Master Tnegun shut the door and turned to stand quietly in the middle of the room, his hands clasped before him, regarding Araenè from his hooded, unreadable eyes. Dangerous eyes, Araenè thought; she was afraid of what he might see, looking at her with such intensity. She could imagine just the tone of sardonic disapproval with which he might say, We do not permit girls in this school. She held her breath.
But all the master said was, “I am glad you have come, for we have too few mages here. But I am sorry to have you driven to us by such tragedy. I am tolerably acquainted with loss. If you will accept my prescription, it is for an entire change of scene and a course of demanding study of compelling and unfamiliar subjects.
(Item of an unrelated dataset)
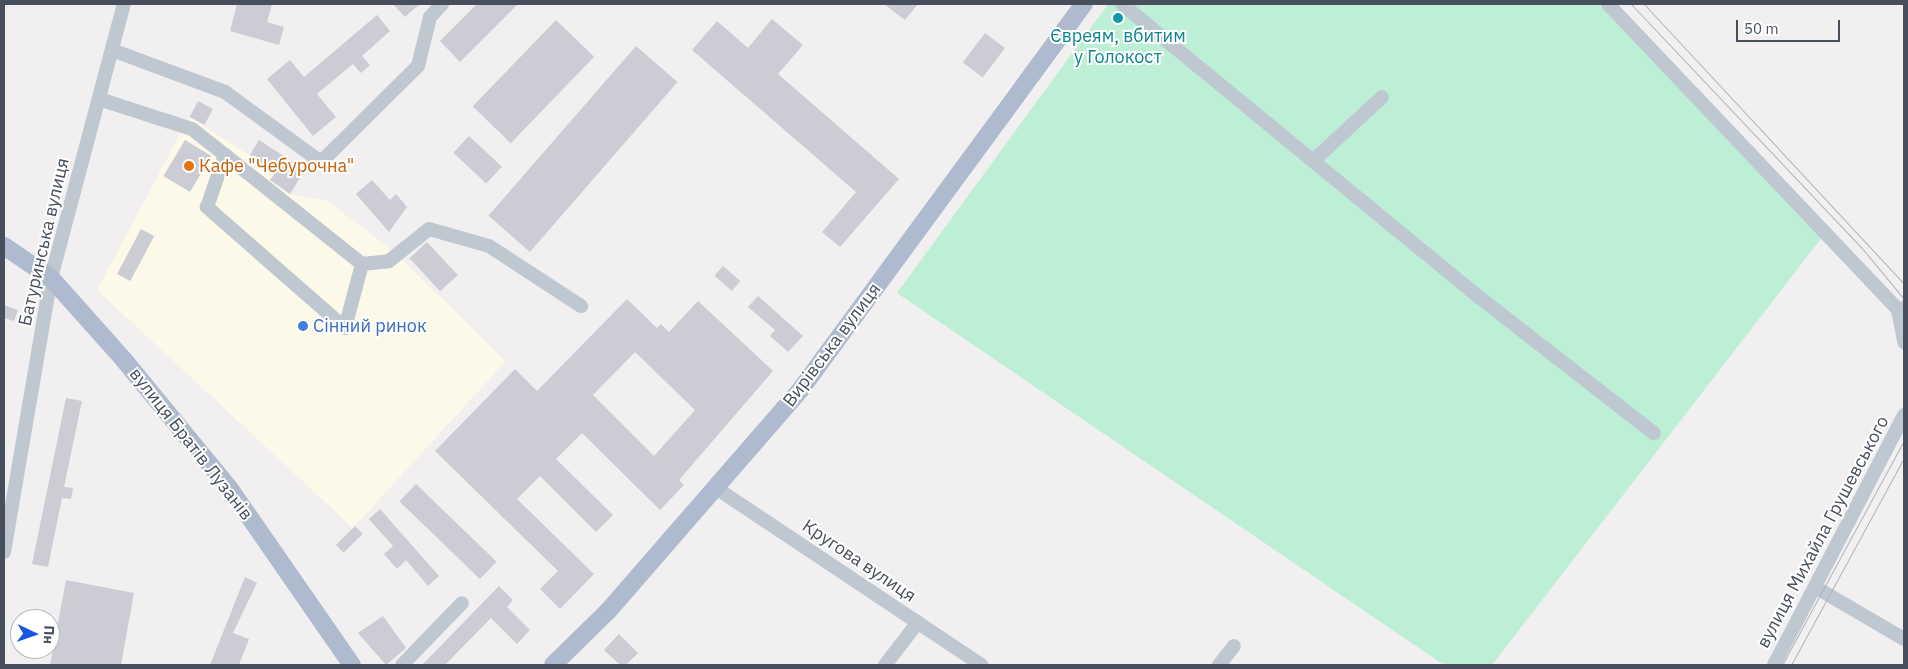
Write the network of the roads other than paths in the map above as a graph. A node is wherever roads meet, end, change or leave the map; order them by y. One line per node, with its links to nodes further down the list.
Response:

One may thus forget for a moment and then a day, and in the end make a peace with grief. Does this seem well to you, young Arei?”
Not trusting her voice, Araenè simply nodded.
“It is poor solace to speak of the passing of time and grief,” the master said. His quiet voice had gone somehow bleak, though Araenè could not decide where in his unchanging tone the difference lay. “We do not wish our grief to fade, for it marks the love and honor in which we held our lost kinsmen. Nevertheless, permit me to assure you that while you may find peace a barren desert, yet eventually it may bloom.”
Araenè wasn’t certain she understood what Master Tnegun meant, but she nodded again.
“Well,” the Yngulin master said, and sighed. Then he called, “Kanii!”